In this exercise, write out the data word for word and leave every image out.

→ AVAILABLE DATA:
################

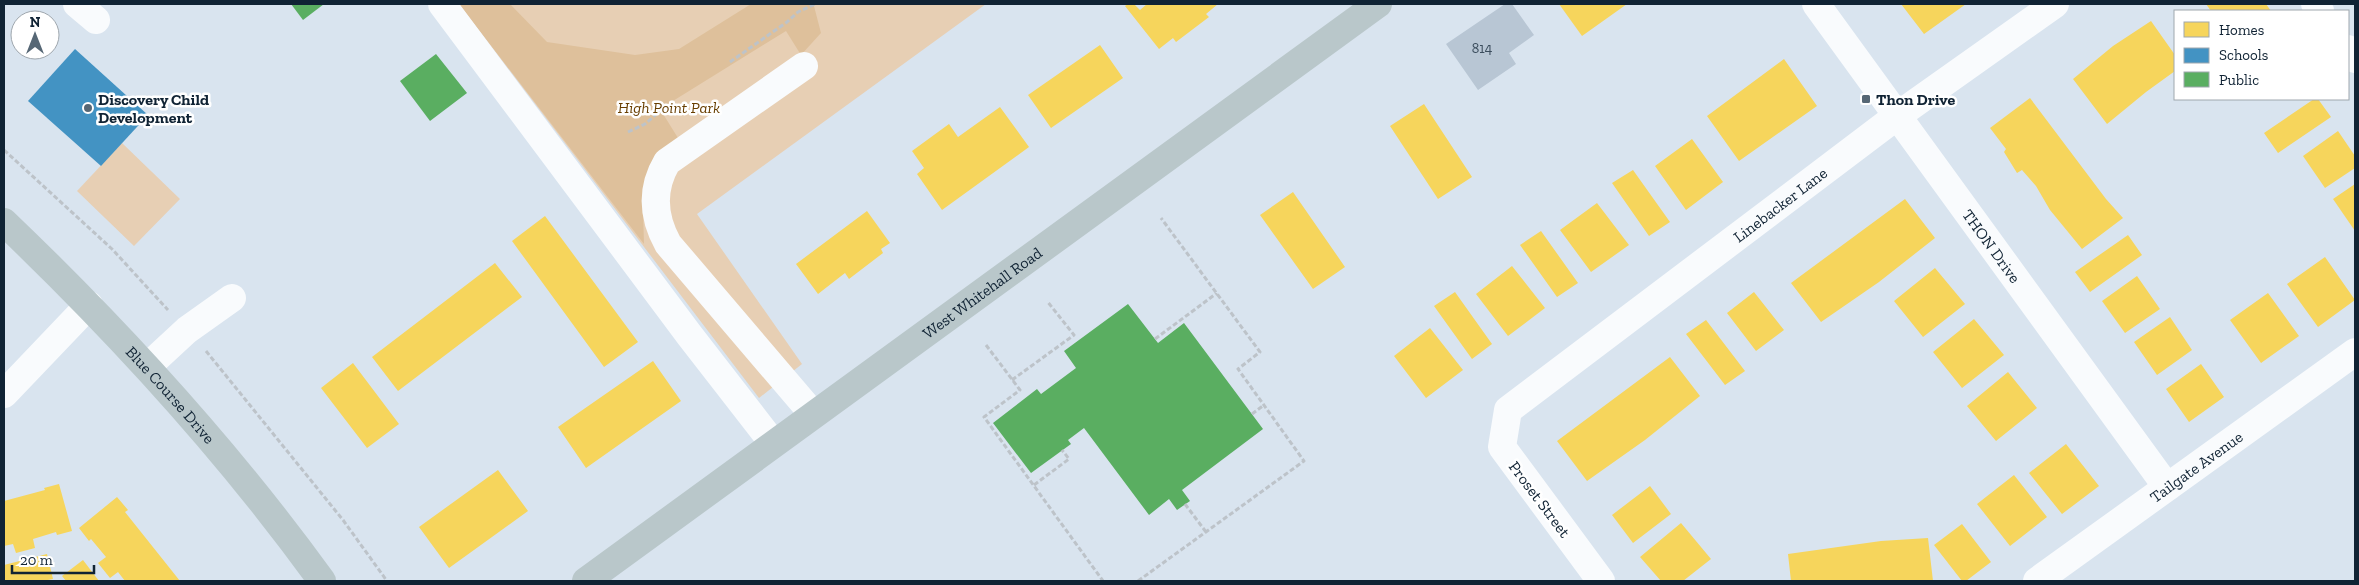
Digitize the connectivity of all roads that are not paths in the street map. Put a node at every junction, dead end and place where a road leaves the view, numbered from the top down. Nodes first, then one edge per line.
1 (442, 4) edge
2 (1378, 4) edge
3 (1816, 4) edge
4 (2056, 4) edge
5 (804, 66) dead end
6 (1897, 116) junction
7 (4, 222) edge
8 (232, 298) dead end
9 (90, 305) junction
10 (2355, 352) edge
11 (147, 367) junction
12 (4, 394) edge
13 (1508, 410) joint
14 (813, 414) junction
15 (773, 443) junction
16 (2167, 487) junction
17 (322, 581) edge
18 (586, 581) edge
19 (1601, 581) edge
20 (2037, 581) edge

1 - 15 street
2 - 14 main road, West Whitehall Road
3 - 6 street, THON Drive
4 - 6 street, Linebacker Lane
5 - 14 street
6 - 13 street, Linebacker Lane
6 - 16 street, THON Drive
7 - 9 main road, Blue Course Drive
8 - 11 street
9 - 11 main road, Blue Course Drive
9 - 12 street
10 - 16 street, Tailgate Avenue
11 - 17 main road, Blue Course Drive
13 - 19 street, Proset Street
14 - 15 main road, West Whitehall Road
15 - 18 main road, West Whitehall Road
16 - 20 street, Tailgate Avenue

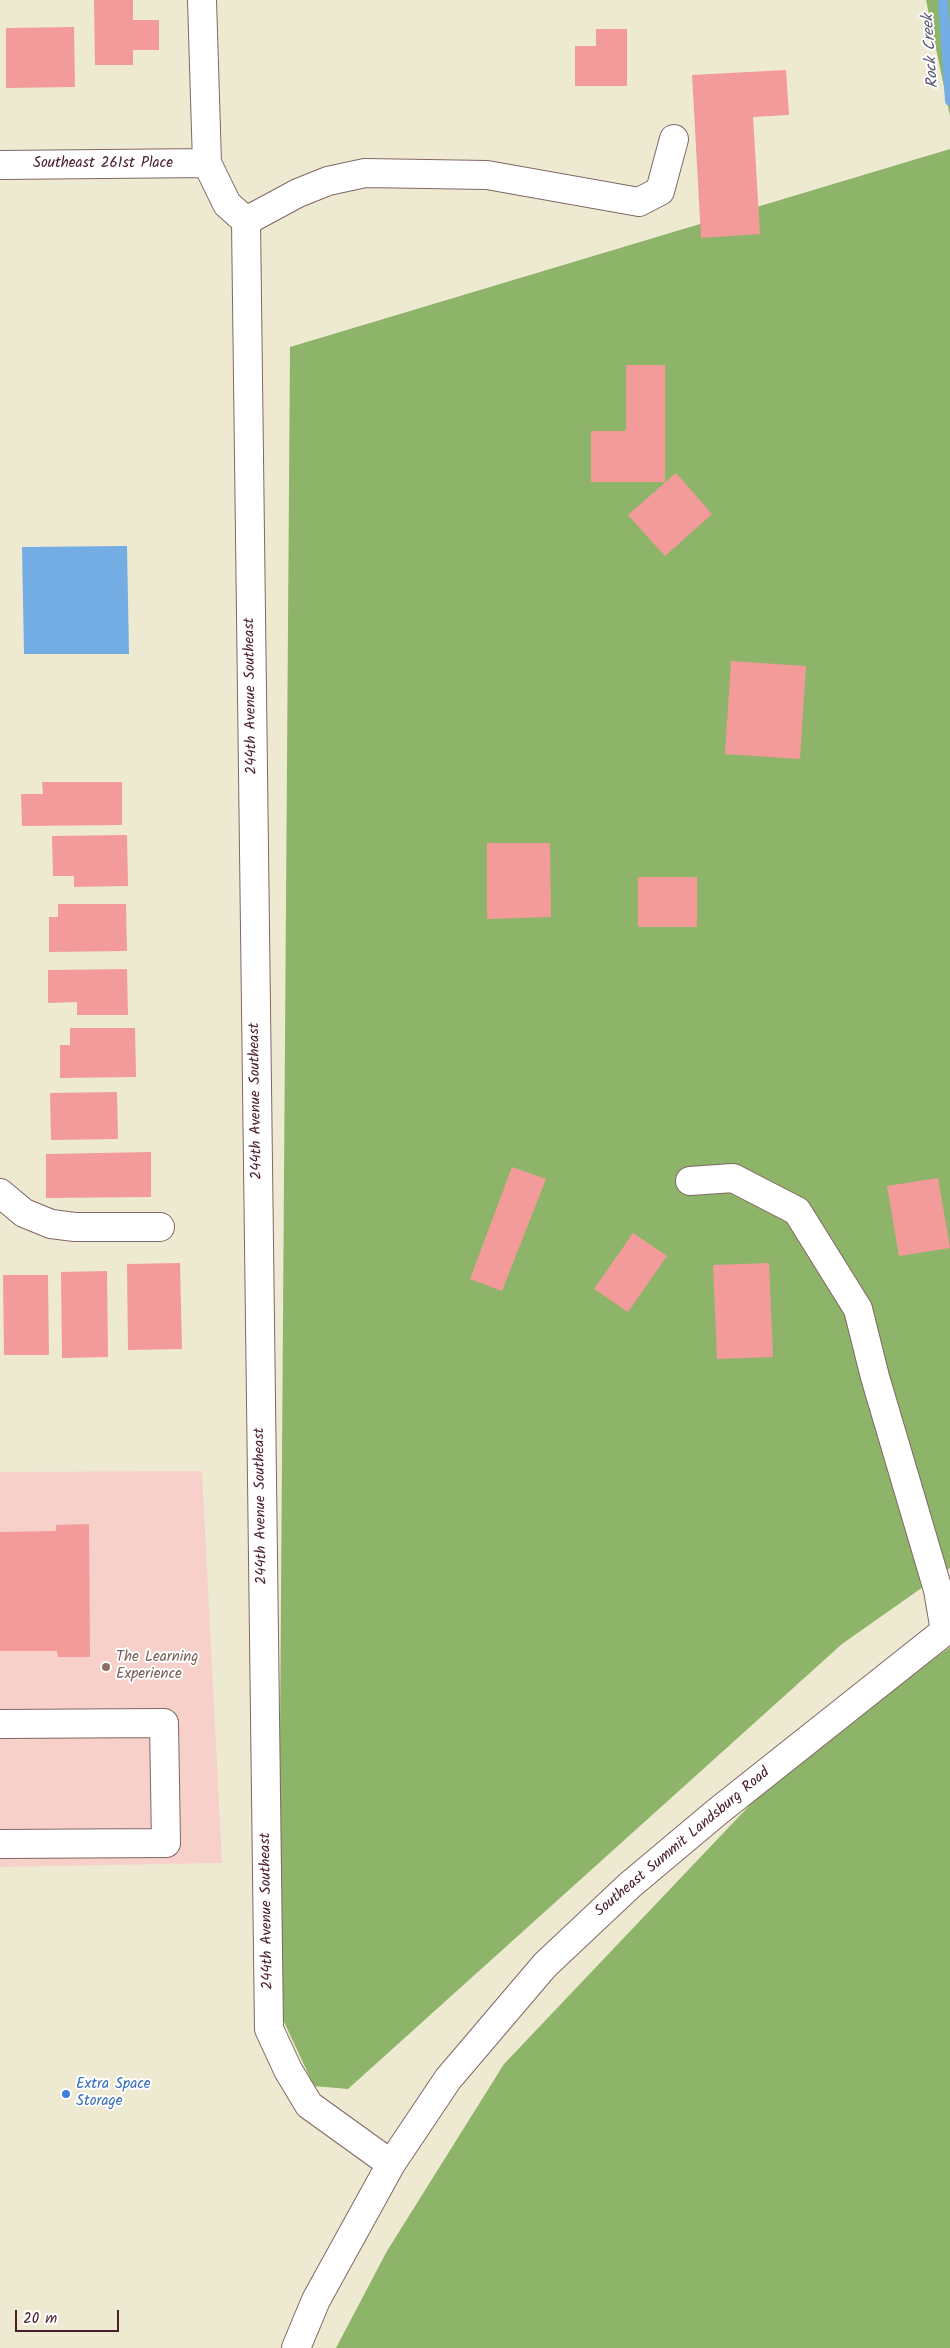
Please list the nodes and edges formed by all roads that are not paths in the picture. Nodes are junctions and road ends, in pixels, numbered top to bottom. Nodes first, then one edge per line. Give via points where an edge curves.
1 (202, 0) edge
2 (674, 139) dead end
3 (207, 163) junction
4 (0, 165) edge
5 (246, 221) junction
6 (690, 1181) dead end
7 (0, 1193) edge
8 (160, 1227) dead end
9 (947, 1629) edge
10 (0, 1724) edge
11 (0, 1844) edge
12 (391, 2164) junction
13 (296, 2348) edge

1 - 3 street
2 - 5 street via 660,191 639,202 487,176 365,173 328,181 298,193
3 - 4 street, Southeast 261st Place
3 - 5 street via 227,204
5 - 12 street, 244th Avenue Southeast via 269,2029 309,2105
6 - 9 street via 733,1178 797,1211 858,1309
7 - 8 street via 24,1213 51,1224
9 - 12 street, Southeast Summit Landsburg Road via 717,1812 630,1885 545,1965 448,2079
10 - 11 street via 164,1722 166,1843
12 - 13 street, Southeast Summit Landsburg Road via 316,2300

################

→ ANSWER BELOW:
Digitize the connectivity of all roads that are not paths in the street map. Put a node at every junction, dead end and place where a road leaves the view, numbered from the top down. Nodes first, then one edge per line.
1 (442, 4) edge
2 (1378, 4) edge
3 (1816, 4) edge
4 (2056, 4) edge
5 (804, 66) dead end
6 (1897, 116) junction
7 (4, 222) edge
8 (232, 298) dead end
9 (90, 305) junction
10 (2355, 352) edge
11 (147, 367) junction
12 (4, 394) edge
13 (1508, 410) joint
14 (813, 414) junction
15 (773, 443) junction
16 (2167, 487) junction
17 (322, 581) edge
18 (586, 581) edge
19 (1601, 581) edge
20 (2037, 581) edge

1 - 15 street
2 - 14 main road, West Whitehall Road
3 - 6 street, THON Drive
4 - 6 street, Linebacker Lane
5 - 14 street
6 - 13 street, Linebacker Lane
6 - 16 street, THON Drive
7 - 9 main road, Blue Course Drive
8 - 11 street
9 - 11 main road, Blue Course Drive
9 - 12 street
10 - 16 street, Tailgate Avenue
11 - 17 main road, Blue Course Drive
13 - 19 street, Proset Street
14 - 15 main road, West Whitehall Road
15 - 18 main road, West Whitehall Road
16 - 20 street, Tailgate Avenue

Please list the nodes and edges formed by all roads that are not paths in the picture. Nodes are junctions and road ends, in pixels, numbered top to bottom. Nodes first, then one edge per line. Give via points where an edge curves.
1 (202, 0) edge
2 (674, 139) dead end
3 (207, 163) junction
4 (0, 165) edge
5 (246, 221) junction
6 (690, 1181) dead end
7 (0, 1193) edge
8 (160, 1227) dead end
9 (947, 1629) edge
10 (0, 1724) edge
11 (0, 1844) edge
12 (391, 2164) junction
13 (296, 2348) edge

1 - 3 street
2 - 5 street via 660,191 639,202 487,176 365,173 328,181 298,193
3 - 4 street, Southeast 261st Place
3 - 5 street via 227,204
5 - 12 street, 244th Avenue Southeast via 269,2029 309,2105
6 - 9 street via 733,1178 797,1211 858,1309
7 - 8 street via 24,1213 51,1224
9 - 12 street, Southeast Summit Landsburg Road via 717,1812 630,1885 545,1965 448,2079
10 - 11 street via 164,1722 166,1843
12 - 13 street, Southeast Summit Landsburg Road via 316,2300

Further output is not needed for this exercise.